Fixed as described earlier.

>
> ================
> Comment at: lib/Bitcode/Reader/BitcodeReader.cpp:437
> @@ +436,3 @@
> +  /// summary record offset).
> +  DenseMap<uint64_t, FunctionSummary*> SummaryMap;
> +
> ----------------
> The ownership/lifetime of FunctionSummary is not clear here?

Changed to unique_ptr.

>
> ================
> Comment at: lib/Bitcode/Reader/BitcodeReader.cpp:3110
> @@ -3016,2 +3109,3 @@
>          }
> +        //assert(false); // Temp assert to make sure we don't fall back to old code.
>          break;
> ----------------
> remove

Fixed.

>
> ================
> Comment at: lib/Bitcode/Reader/BitcodeReader.cpp:5215
> @@ +5214,3 @@
> +        if (Entry.ID == bitc::FUNCTION_SUMMARY_BLOCK_ID)
> +          SeenFuncSummary = true;
> +        if (Stream.SkipBlock())
> ----------------
> Should you just return now?

Good point, done.

>
> ================
> Comment at: lib/Bitcode/Reader/BitcodeReader.cpp:5241
> @@ +5240,3 @@
> +        }
> +        else if (std::error_code EC = parseEntireSummary())
> +          return EC;
> ----------------
> I would expect clang-format to put the else on the same line as the `{`?

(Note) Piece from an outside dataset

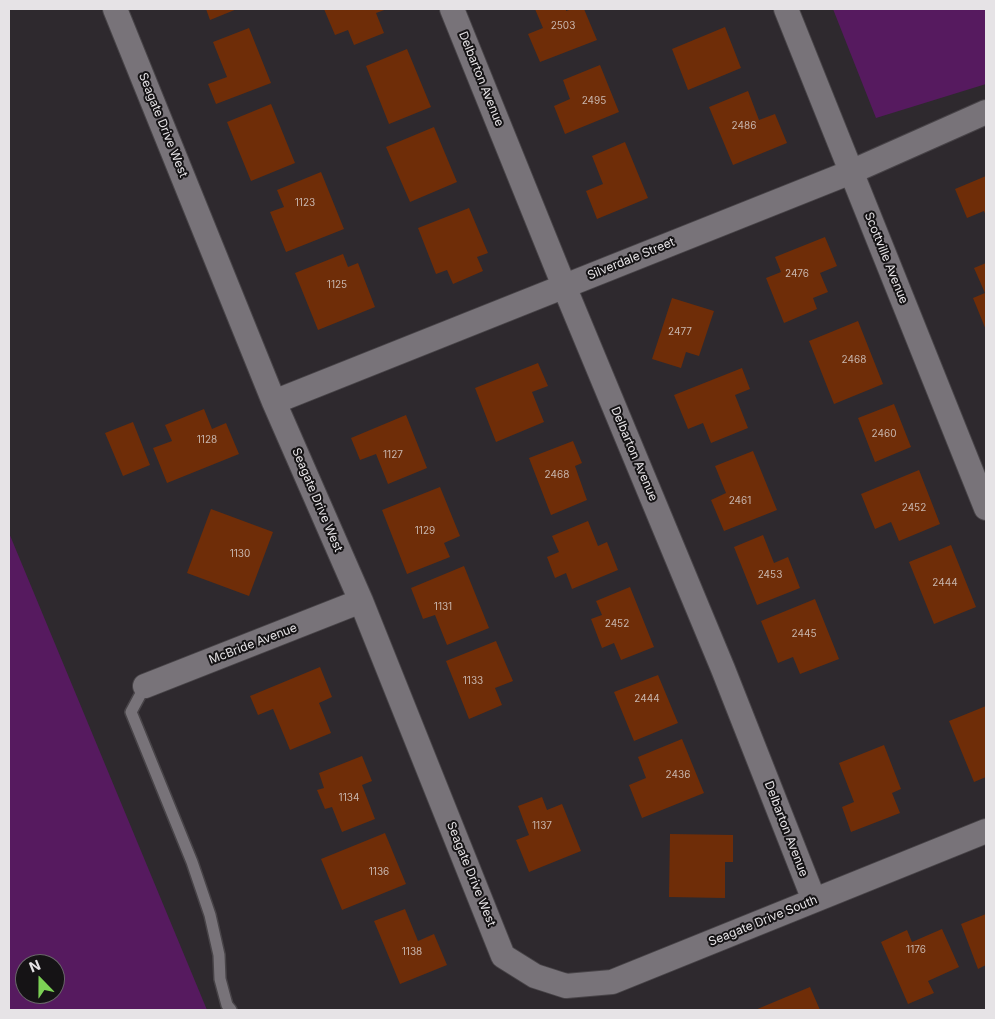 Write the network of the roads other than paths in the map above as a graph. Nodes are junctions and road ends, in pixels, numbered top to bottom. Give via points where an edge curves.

It did - looks like I hadn't run clang-format on this yet. I did and
it made quite a lot of changes that will be in the updated patch.

>
> ================
> Comment at: lib/Bitcode/Reader/BitcodeReader.cpp:5313
> @@ +5312,3 @@
> +  }
> +  llvm_unreachable("Exit infinite loop");
> +}
> ----------------
> I don't see the expected return for this function?

I assumed that wasn't needed with the llvm_unreachable here (this is
cloned from a number of other BitcodeReader routines that behave the
same way). It should have returned earlier when the EndBlock was
found.

>
> ================
> Comment at: lib/Bitcode/Reader/BitcodeReader.cpp:5343
> @@ +5342,3 @@
> +      break;
> +      case bitc::MST_CODE_ENTRY: {
> +        // MST_ENTRY: [modid, namechar x N]
> ----------------
> The indentation seems incorrect, is it clang-formatted?

Fixed.

>
> ================
> Comment at: lib/Bitcode/Reader/BitcodeReader.cpp:5382
> @@ +5381,3 @@
> +      // We didn't really read a proper Module block.
> +      return error("Malformed ThihLTO IR file");
> +    }
> ----------------
> Typo with ThihLTO.
> (also I'm still not sure at which level where the "ThinLTO" concept should "leak").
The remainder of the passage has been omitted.